⟨

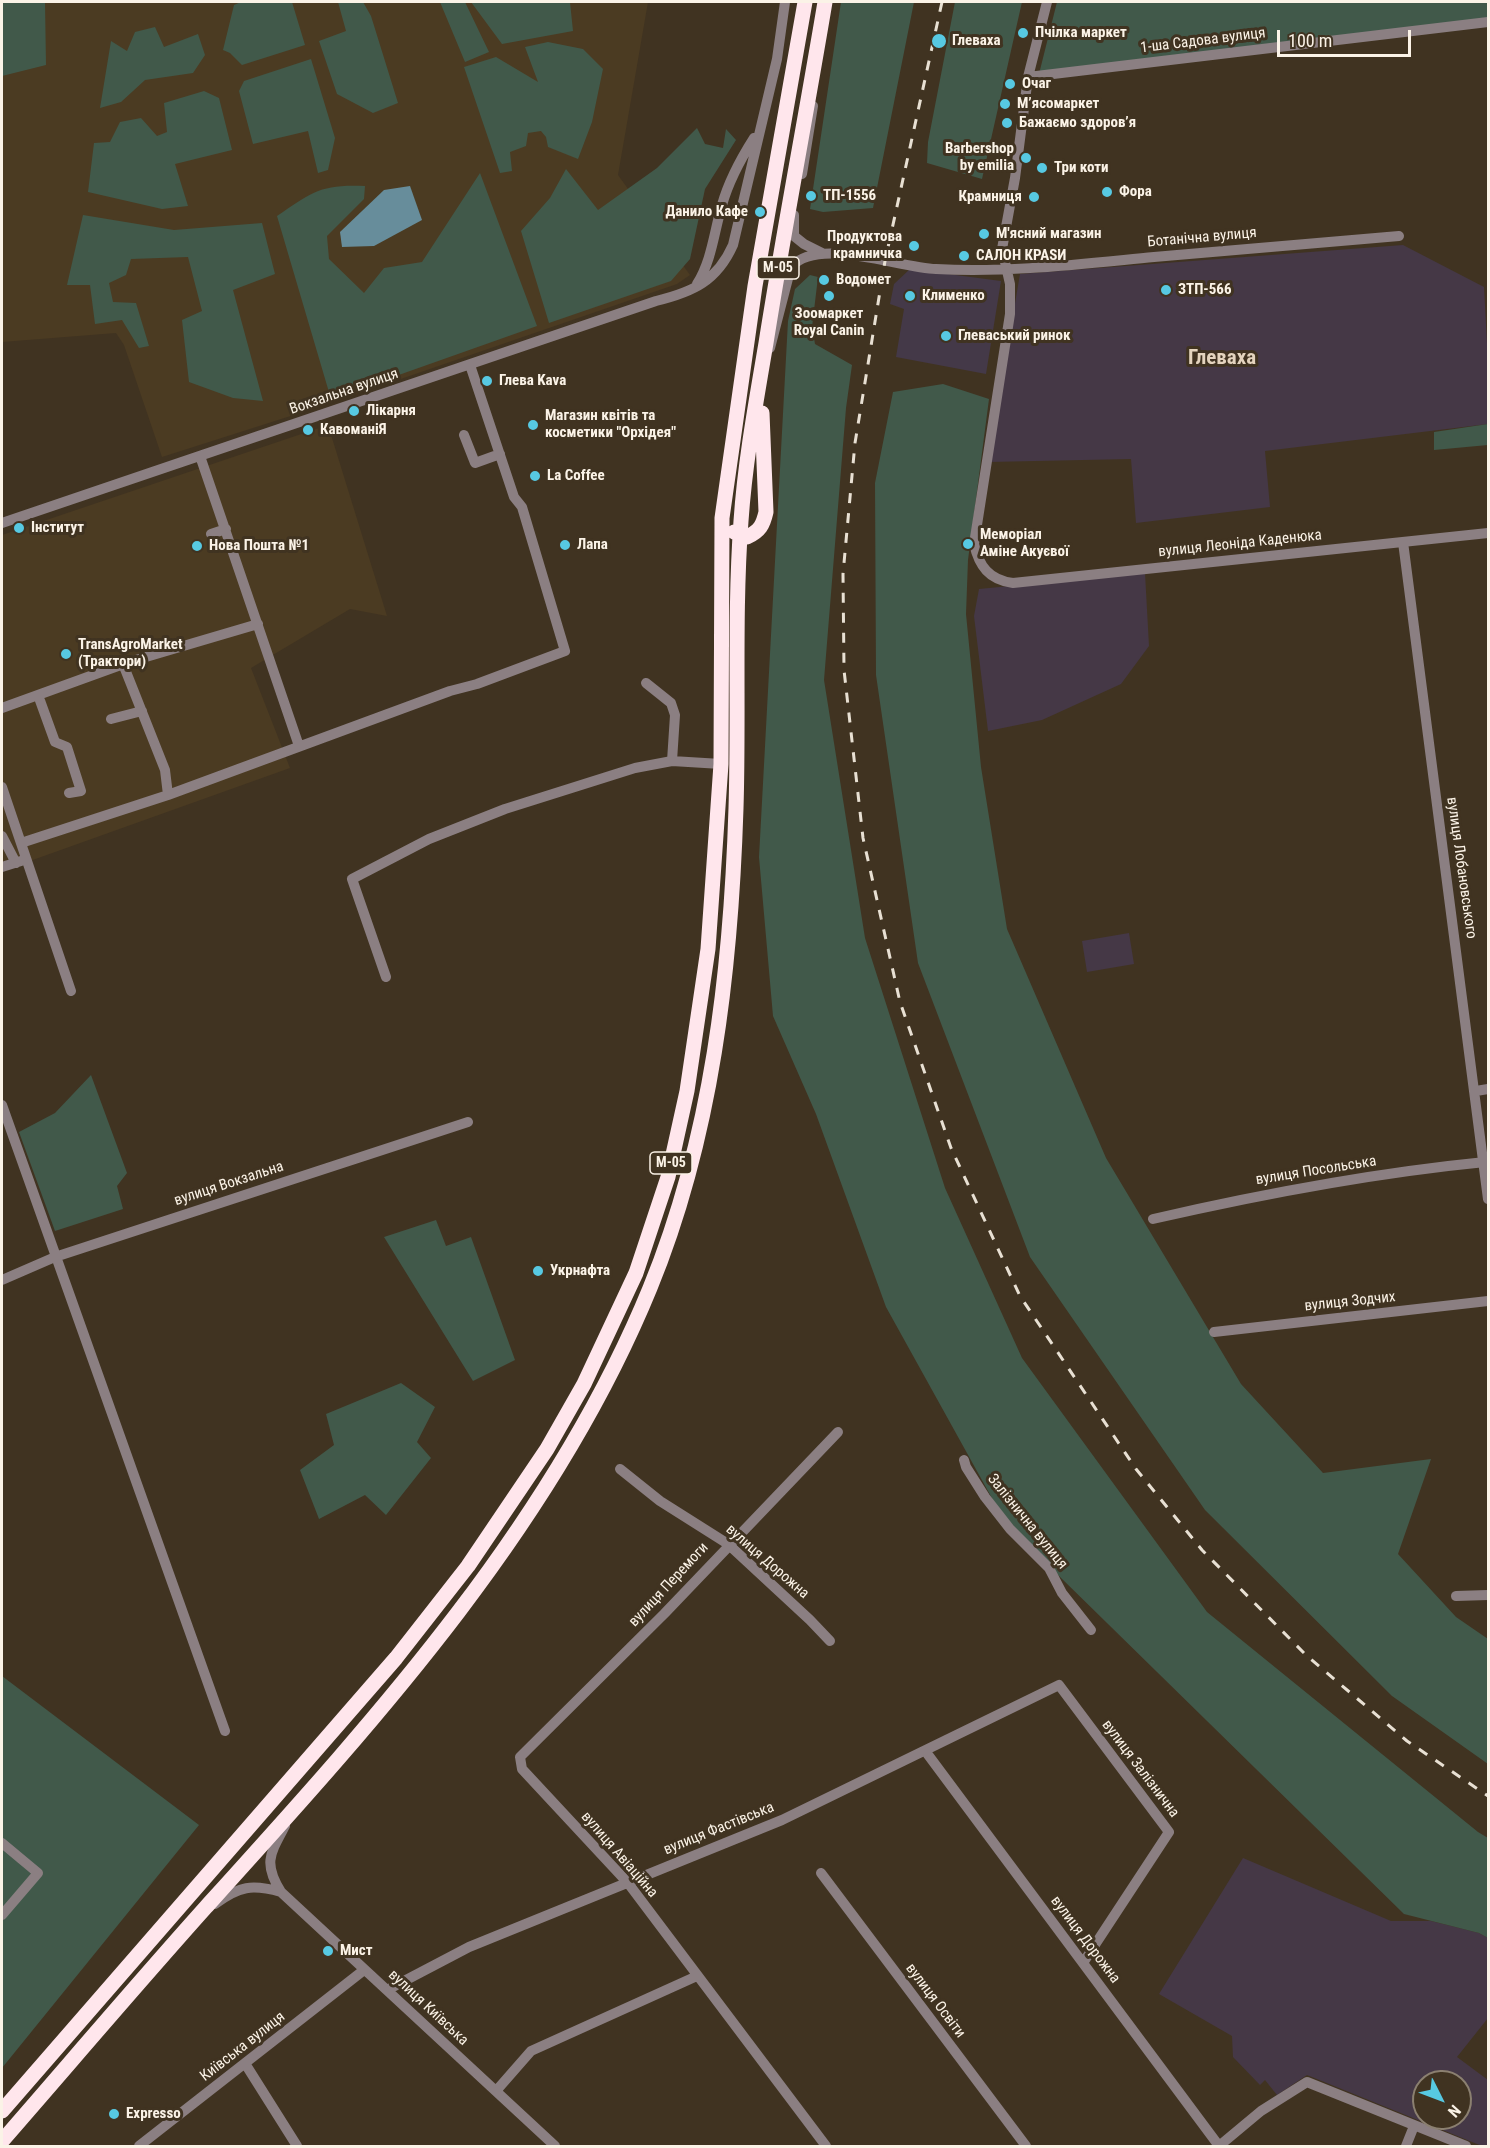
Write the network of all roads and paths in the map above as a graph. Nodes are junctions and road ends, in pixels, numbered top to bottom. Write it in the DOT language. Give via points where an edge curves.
graph roads {
  1 [pos="785,2"];
  2 [pos="805,2"];
  3 [pos="825,2"];
  4 [pos="1047,2"];
  5 [pos="1488,22"];
  6 [pos="817,45"];
  7 [pos="1028,77"];
  8 [pos="759,130"];
  9 [pos="723,202"];
  10 [pos="740,210"];
  11 [pos="1400,236"];
  12 [pos="711,251"];
  13 [pos="825,254"];
  14 [pos="728,256"];
  15 [pos="1006,270"];
  16 [pos="696,287"];
  17 [pos="470,365"];
  18 [pos="760,376"];
  19 [pos="464,435"];
  20 [pos="500,454"];
  21 [pos="200,456"];
  22 [pos="722,518"];
  23 [pos="2,523"];
  24 [pos="226,529"];
  25 [pos="1488,533"];
  26 [pos="211,534"];
  27 [pos="740,536"];
  28 [pos="1403,542"];
  29 [pos="258,624"];
  30 [pos="123,664"];
  31 [pos="646,683"];
  32 [pos="38,694"];
  33 [pos="2,708"];
  34 [pos="142,711"];
  35 [pos="111,719"];
  36 [pos="299,746"];
  37 [pos="672,761"];
  38 [pos="721,764"];
  39 [pos="2,787"];
  40 [pos="69,793"];
  41 [pos="168,795"];
  42 [pos="2,836"];
  43 [pos="21,843"];
  44 [pos="21,861"];
  45 [pos="2,867"];
  46 [pos="386,977"];
  47 [pos="71,991"];
  48 [pos="1488,1089"];
  49 [pos="1476,1091"];
  50 [pos="2,1105"];
  51 [pos="468,1122"];
  52 [pos="1485,1162"];
  53 [pos="1488,1199"];
  54 [pos="1153,1219"];
  55 [pos="55,1257"];
  56 [pos="2,1280"];
  57 [pos="1488,1301"];
  58 [pos="1214,1332"];
  59 [pos="838,1432"];
  60 [pos="964,1460"];
  61 [pos="620,1469"];
  62 [pos="728,1544"];
  63 [pos="1488,1595"];
  64 [pos="1456,1596"];
  65 [pos="1091,1630"];
  66 [pos="830,1641"];
  67 [pos="1059,1685"];
  68 [pos="225,1731"];
  69 [pos="926,1752"];
  70 [pos="520,1757"];
  71 [pos="294,1809"];
  72 [pos="2,1843"];
  73 [pos="821,1873"];
  74 [pos="628,1883"];
  75 [pos="281,1892"];
  76 [pos="2,1915"];
  77 [pos="196,1919"];
  78 [pos="1083,1963"];
  79 [pos="364,1970"];
  80 [pos="697,1976"];
  81 [pos="387,1990"];
  82 [pos="246,2065"];
  83 [pos="496,2091"];
  84 [pos="2,2111"];
  85 [pos="1412,2125"];
  86 [pos="1412,2130"];
  87 [pos="1424,2130"];
  88 [pos="2,2141"];
  89 [pos="151,2143"];
  90 [pos="140,2146"];
  91 [pos="297,2146"];
  92 [pos="555,2146"];
  93 [pos="826,2146"];
  94 [pos="1026,2146"];
  95 [pos="1219,2146"];
  96 [pos="1406,2146"];
  97 [pos="1466,2146"];
  1 -- 8 [label="street" via="777,59"];
  2 -- 22 [label="highway, М-05" via="755,286"];
  3 -- 6 [label="highway, М-05"];
  4 -- 7 [label="street"];
  5 -- 7 [label="street, 1-ша Садова вулиця"];
  6 -- 13 [label="street" via="812,125 792,224 794,236"];
  6 -- 18 [label="highway, М-05"];
  7 -- 15 [label="street" via="1016,178 1002,249"];
  8 -- 9 [label="street" via="733,172"];
  8 -- 10 [label="street"];
  9 -- 10 [label="street"];
  9 -- 12 [label="street"];
  10 -- 14 [label="street"];
  11 -- 15 [label="street, Ботанічна вулиця"];
  12 -- 14 [label="street" via="717,257"];
  12 -- 16 [label="street"];
  13 -- 15 [label="street, Ботанічна вулиця" via="930,269"];
  13 -- 18 [label="street" via="802,258 791,267 776,332"];
  14 -- 16 [label="street, Вокзальна вулиця" via="722,267"];
  15 -- 28 [label="street, вулиця Леоніда Каденюка" via="1010,314 974,544 983,569 994,578 1013,583"];
  16 -- 17 [label="street, Вокзальна вулиця"];
  17 -- 20 [label="street"];
  17 -- 21 [label="street, Вокзальна вулиця"];
  18 -- 27 [label="highway, М-05"];
  18 -- 27 [label="highway" via="766,512 755,533"];
  19 -- 20 [label="street" via="475,463"];
  20 -- 36 [label="street" via="514,496 522,507 565,651"];
  21 -- 23 [label="street, Вокзальна вулиця"];
  21 -- 24 [label="street"];
  22 -- 27 [label="highway"];
  22 -- 38 [label="highway, М-05"];
  24 -- 26 [label="street"];
  24 -- 29 [label="street"];
  25 -- 28 [label="street, вулиця Леоніда Каденюка"];
  27 -- 71 [label="highway, М-05" via="736,812 727,950 706,1095 668,1240 628,1339 595,1404 516,1533 441,1634"];
  28 -- 49 [label="street, вулиця Лобановського"];
  29 -- 30 [label="street"];
  29 -- 36 [label="street"];
  30 -- 32 [label="street"];
  30 -- 34 [label="street"];
  31 -- 37 [label="street" via="671,703 675,715"];
  32 -- 33 [label="street"];
  32 -- 40 [label="street" via="55,742 67,747 81,791"];
  34 -- 35 [label="street"];
  34 -- 41 [label="street" via="165,770"];
  36 -- 41 [label="street"];
  37 -- 38 [label="street"];
  37 -- 46 [label="street" via="635,768 506,809 429,839 352,879"];
  38 -- 84 [label="highway, М-05" via="708,949 687,1091 668,1177 636,1273 584,1383 508,1510 435,1610"];
  39 -- 43 [label="street"];
  41 -- 43 [label="street"];
  42 -- 44 [label="street"];
  43 -- 44 [label="street"];
  44 -- 45 [label="street"];
  44 -- 47 [label="street"];
  48 -- 49 [label="street"];
  49 -- 52 [label="street, вулиця Лобановського"];
  50 -- 55 [label="street"];
  51 -- 55 [label="street, вулиця Вокзальна"];
  52 -- 53 [label="street, вулиця Лобановського"];
  52 -- 54 [label="street, вулиця Посольська" via="1259,1195"];
  55 -- 56 [label="street, вулиця Вокзальна"];
  55 -- 68 [label="street" via="168,1563"];
  57 -- 58 [label="street, вулиця Зодчих"];
  59 -- 62 [label="street, вулиця Перемоги"];
  60 -- 65 [label="street, Залізнична вулиця" via="985,1497 1049,1568 1062,1593"];
  61 -- 62 [label="street, вулиця Дорожна" via="660,1501"];
  62 -- 66 [label="street, вулиця Дорожна"];
  62 -- 70 [label="street, вулиця Перемоги" via="664,1614"];
  63 -- 64 [label="street"];
  67 -- 69 [label="street, вулиця Фастівська"];
  67 -- 78 [label="street, вулиця Залізнична" via="1168,1833"];
  69 -- 74 [label="street, вулиця Фастівська" via="782,1820"];
  69 -- 78 [label="street, вулиця Дорожна"];
  70 -- 74 [label="street, вулиця Авіаційна" via="522,1770"];
  71 -- 75 [label="street" via="270,1858 269,1872"];
  71 -- 77 [label="highway, М-05"];
  72 -- 76 [label="street" via="38,1872"];
  73 -- 94 [label="street, вулиця Освіти"];
  74 -- 80 [label="street, вулиця Авіаційна"];
  74 -- 81 [label="street, вулиця Фастівська" via="469,1947"];
  75 -- 77 [label="street" via="263,1887 233,1891"];
  75 -- 79 [label="street, вулиця Київська"];
  77 -- 88 [label="highway, М-05"];
  78 -- 95 [label="street, вулиця Дорожна"];
  79 -- 81 [label="street, вулиця Київська"];
  79 -- 82 [label="street, Київська вулиця"];
  80 -- 83 [label="street" via="531,2051"];
  80 -- 93 [label="street, вулиця Авіаційна"];
  81 -- 83 [label="street, вулиця Київська"];
  82 -- 89 [label="street, Київська вулиця"];
  82 -- 91 [label="street"];
  83 -- 92 [label="street, вулиця Київська"];
  85 -- 95 [label="street" via="1307,2082 1261,2111"];
  86 -- 96 [label="street"];
  87 -- 97 [label="street"];
  89 -- 90 [label="street, Київська вулиця"];
}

⟩

## Instructions for the task
Every line of the records that includes the word "graph" should be gathered.

## Your solution
Write the network of all roads and paths in the map above as a graph. Nodes are junctions and road ends, in pixels, numbered top to bottom. Write it in the DOT language. Give via points where an edge curves.
graph roads {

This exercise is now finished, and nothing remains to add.